### Directions for this task
Exact transcription begins at the first line of the material below and ends with the line holding "middle pip: (232, 197)"; pictures are skipped.

------------------------------

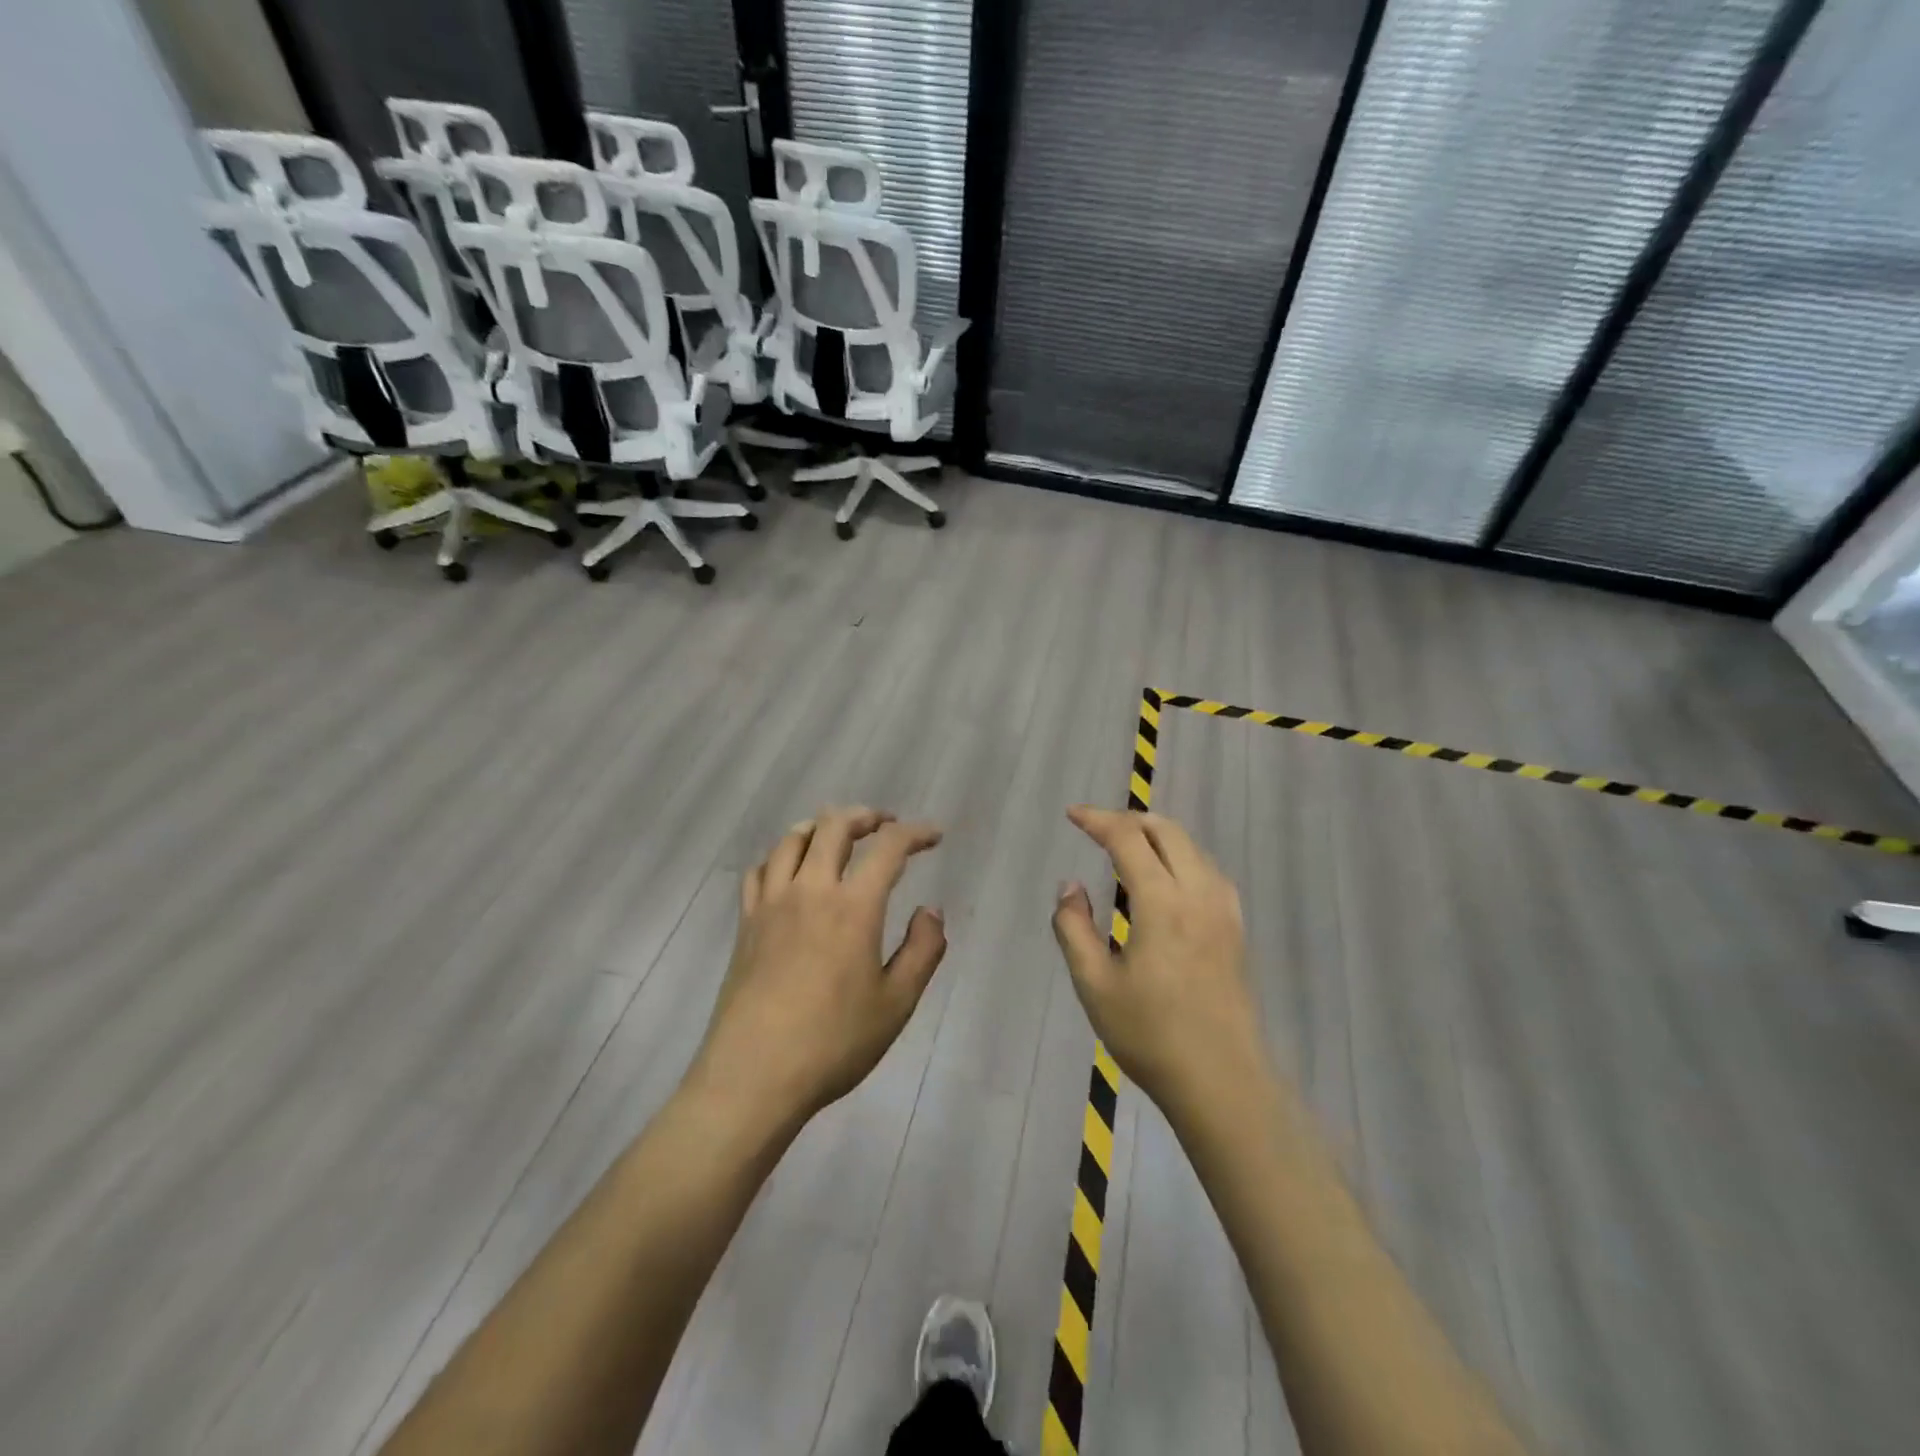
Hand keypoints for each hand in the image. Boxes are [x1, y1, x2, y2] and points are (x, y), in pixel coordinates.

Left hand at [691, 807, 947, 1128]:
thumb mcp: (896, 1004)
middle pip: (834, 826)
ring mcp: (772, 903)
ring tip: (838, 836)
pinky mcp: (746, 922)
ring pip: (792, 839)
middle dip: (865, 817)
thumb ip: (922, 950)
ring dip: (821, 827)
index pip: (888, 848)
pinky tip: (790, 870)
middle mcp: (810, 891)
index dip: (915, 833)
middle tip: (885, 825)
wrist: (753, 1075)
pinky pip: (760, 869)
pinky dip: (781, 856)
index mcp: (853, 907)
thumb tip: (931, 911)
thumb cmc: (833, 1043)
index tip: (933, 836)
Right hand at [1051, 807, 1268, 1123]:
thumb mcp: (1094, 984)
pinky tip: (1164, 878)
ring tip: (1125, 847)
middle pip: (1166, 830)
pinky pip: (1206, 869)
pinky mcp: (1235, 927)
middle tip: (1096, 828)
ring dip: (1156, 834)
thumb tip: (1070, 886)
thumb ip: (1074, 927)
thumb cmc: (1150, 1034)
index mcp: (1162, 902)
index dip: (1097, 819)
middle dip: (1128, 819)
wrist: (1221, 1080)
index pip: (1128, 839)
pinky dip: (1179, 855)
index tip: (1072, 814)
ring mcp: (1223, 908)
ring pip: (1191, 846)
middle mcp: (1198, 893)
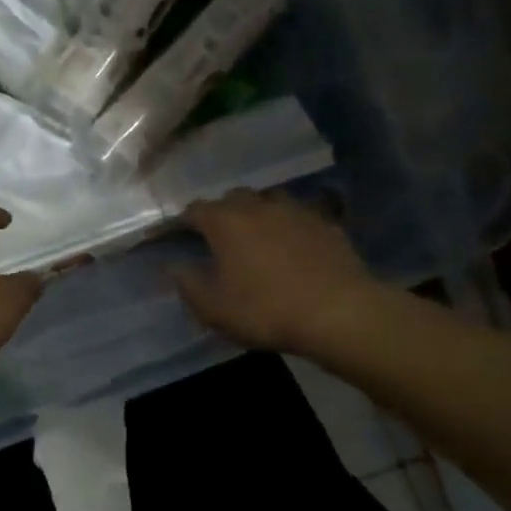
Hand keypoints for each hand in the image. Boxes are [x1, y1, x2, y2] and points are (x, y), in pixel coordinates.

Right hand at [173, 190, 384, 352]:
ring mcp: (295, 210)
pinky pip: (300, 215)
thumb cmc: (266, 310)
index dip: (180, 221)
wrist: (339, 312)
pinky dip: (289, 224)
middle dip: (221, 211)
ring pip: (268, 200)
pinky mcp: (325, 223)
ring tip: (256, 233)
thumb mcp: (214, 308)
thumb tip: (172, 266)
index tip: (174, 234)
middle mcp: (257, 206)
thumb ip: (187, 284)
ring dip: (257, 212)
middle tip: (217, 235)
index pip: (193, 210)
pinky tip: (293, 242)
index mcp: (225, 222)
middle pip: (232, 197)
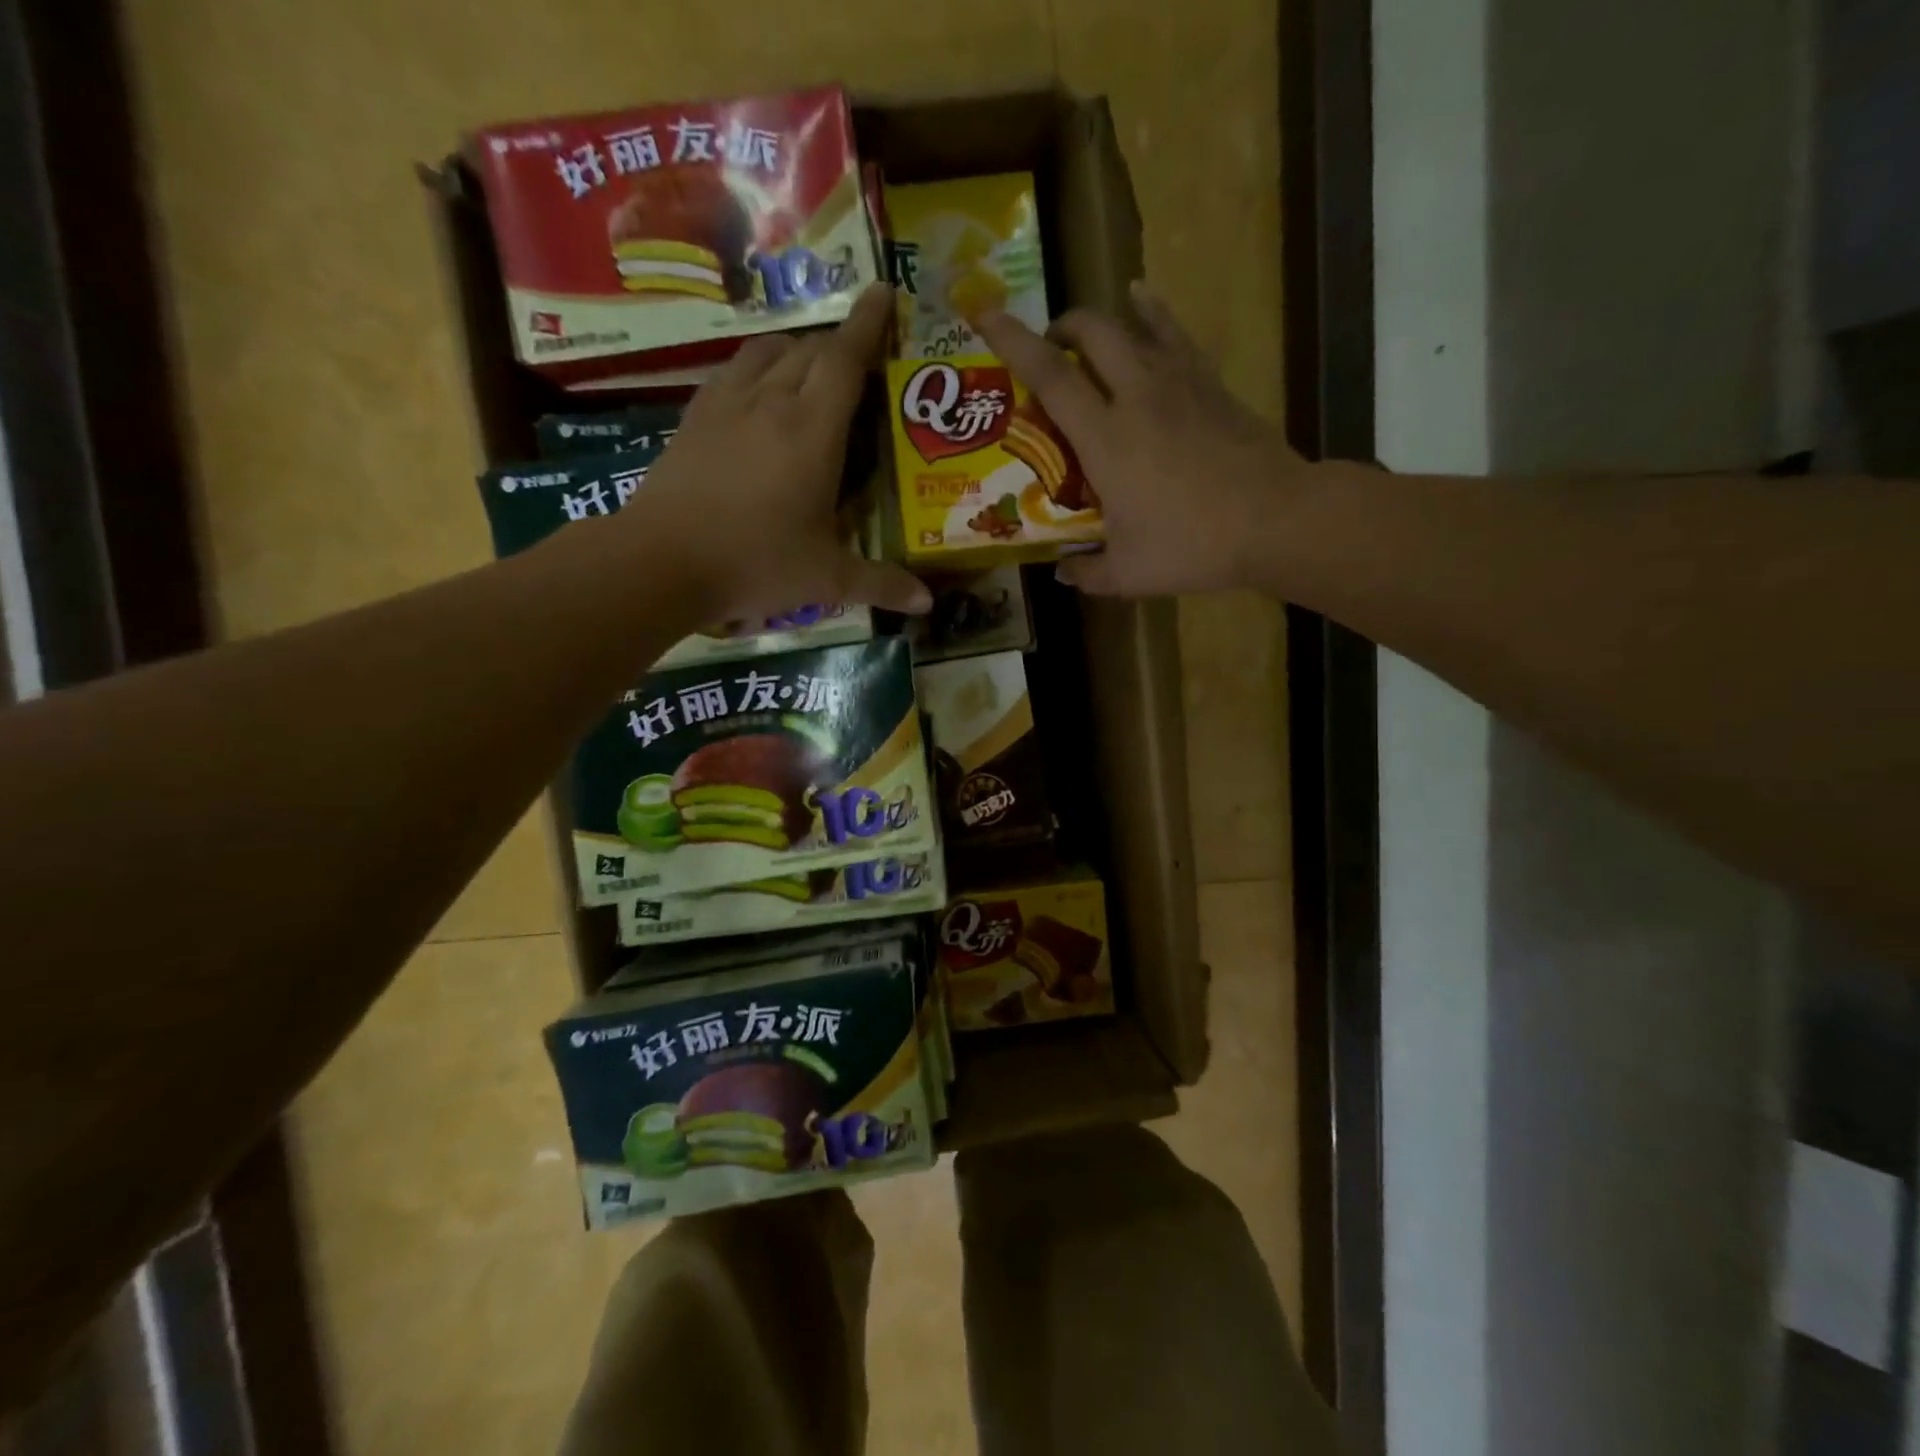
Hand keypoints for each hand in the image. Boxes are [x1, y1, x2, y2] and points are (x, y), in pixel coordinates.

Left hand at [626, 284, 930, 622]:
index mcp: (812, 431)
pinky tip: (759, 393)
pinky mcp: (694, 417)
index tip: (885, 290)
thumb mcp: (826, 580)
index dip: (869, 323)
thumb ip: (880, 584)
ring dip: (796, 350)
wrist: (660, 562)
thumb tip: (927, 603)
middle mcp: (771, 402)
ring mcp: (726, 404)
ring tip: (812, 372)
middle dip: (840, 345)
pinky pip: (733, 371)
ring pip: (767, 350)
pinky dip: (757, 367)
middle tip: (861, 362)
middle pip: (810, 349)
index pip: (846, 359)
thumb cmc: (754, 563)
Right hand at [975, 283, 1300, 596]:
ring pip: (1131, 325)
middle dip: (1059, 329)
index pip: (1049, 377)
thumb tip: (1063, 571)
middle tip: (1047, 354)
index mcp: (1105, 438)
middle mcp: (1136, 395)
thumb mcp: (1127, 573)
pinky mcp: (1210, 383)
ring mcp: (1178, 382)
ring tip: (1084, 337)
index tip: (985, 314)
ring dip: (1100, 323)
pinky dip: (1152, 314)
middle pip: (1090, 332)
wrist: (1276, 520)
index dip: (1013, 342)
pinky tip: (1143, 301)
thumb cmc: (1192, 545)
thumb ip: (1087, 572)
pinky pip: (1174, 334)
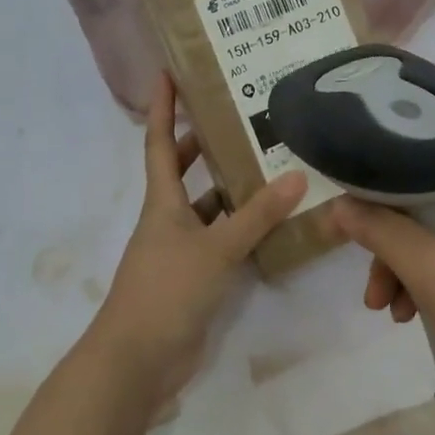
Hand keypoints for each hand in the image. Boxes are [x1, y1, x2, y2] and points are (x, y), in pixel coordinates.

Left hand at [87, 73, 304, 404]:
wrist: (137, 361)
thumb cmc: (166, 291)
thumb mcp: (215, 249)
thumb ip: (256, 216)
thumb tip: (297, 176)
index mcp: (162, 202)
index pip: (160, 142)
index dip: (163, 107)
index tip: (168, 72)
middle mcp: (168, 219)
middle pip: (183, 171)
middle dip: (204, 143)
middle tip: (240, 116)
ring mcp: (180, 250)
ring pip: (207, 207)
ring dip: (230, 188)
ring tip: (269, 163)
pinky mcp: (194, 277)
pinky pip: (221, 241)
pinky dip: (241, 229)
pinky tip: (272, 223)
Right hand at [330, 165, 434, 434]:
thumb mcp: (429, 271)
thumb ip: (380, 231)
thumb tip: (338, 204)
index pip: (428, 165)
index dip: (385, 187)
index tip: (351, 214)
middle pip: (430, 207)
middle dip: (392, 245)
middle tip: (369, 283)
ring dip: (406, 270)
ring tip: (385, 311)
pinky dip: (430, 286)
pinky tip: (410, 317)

------------------------------

### Result
Hand keypoints for each hand in the image. Boxes are [x1, y1, x2, y2] and points are (x, y), in pixel coordinates.

Left hand at [691, 807, 947, 1128]:
thumb mcp: (896, 1004)
middle pip: (834, 826)
ring mcp: (772, 903)
ring tip: (838, 836)
pinky mcp: (746, 922)
ring pip: (792, 839)
middle dip: (865, 817)
thumb ip: (922, 950)
ring dip: (821, 827)
index pip: (888, 848)
pinky tip: (790, 870)
middle mcp: (810, 891)
index dip: (915, 833)
middle tip: (885, 825)
wrist: (753, 1075)
pinky pip: (760, 869)
pinky dip: (781, 856)
index mcp: (853, 907)
thumb tip: (931, 911)
thumb cmc: (833, 1043)
index tip: (933, 836)
Right hand at [1051, 807, 1268, 1123]:
thumb mcp: (1094, 984)
pinky tip: (1164, 878)
ring tip: (1125, 847)
middle pip: (1166, 830)
pinky pip: (1206, 869)
pinky mcp: (1235, 927)
middle tip: (1096, 828)
ring dip: (1156, 834)
thumb tip: (1070, 886)
thumb ip: (1074, 927)
thumb cmc: (1150, 1034)
index mcp: (1162, 902)
index dip: (1097, 819)
middle dip: (1128, 819)
wrist: (1221, 1080)
index pip: (1128, 839)
pinky dip: (1179, 855)
index tip: (1072, 814)
ring mcp: (1223, 908)
ring pip: (1191, 846)
middle mcp: (1198, 893)
Hand keypoints for each hand in the image. Boxes are [x1, y1, x2, y2] and points are (x, y), in pixel coordinates.

Right hand at [173, 190, 384, 352]:
ring mcp: (295, 210)
pinky pip: (300, 215)
thumb cmc: (266, 310)
index dip: (180, 221)
wrist: (339, 312)
pinky dip: (289, 224)
middle dip: (221, 211)
ring pip: (268, 200)
pinky mcp: (325, 223)
ring tip: (256, 233)
thumb mcp: (214, 308)
thumb tip: (172, 266)
index tip: (174, 234)
middle mcp: (257, 206)
thumb ip: (187, 284)
ring dip: (257, 212)
middle tip: (217, 235)
index pip: (193, 210)
pinky tip: (293, 242)
index mcp: (225, 222)
middle pip: (232, 197)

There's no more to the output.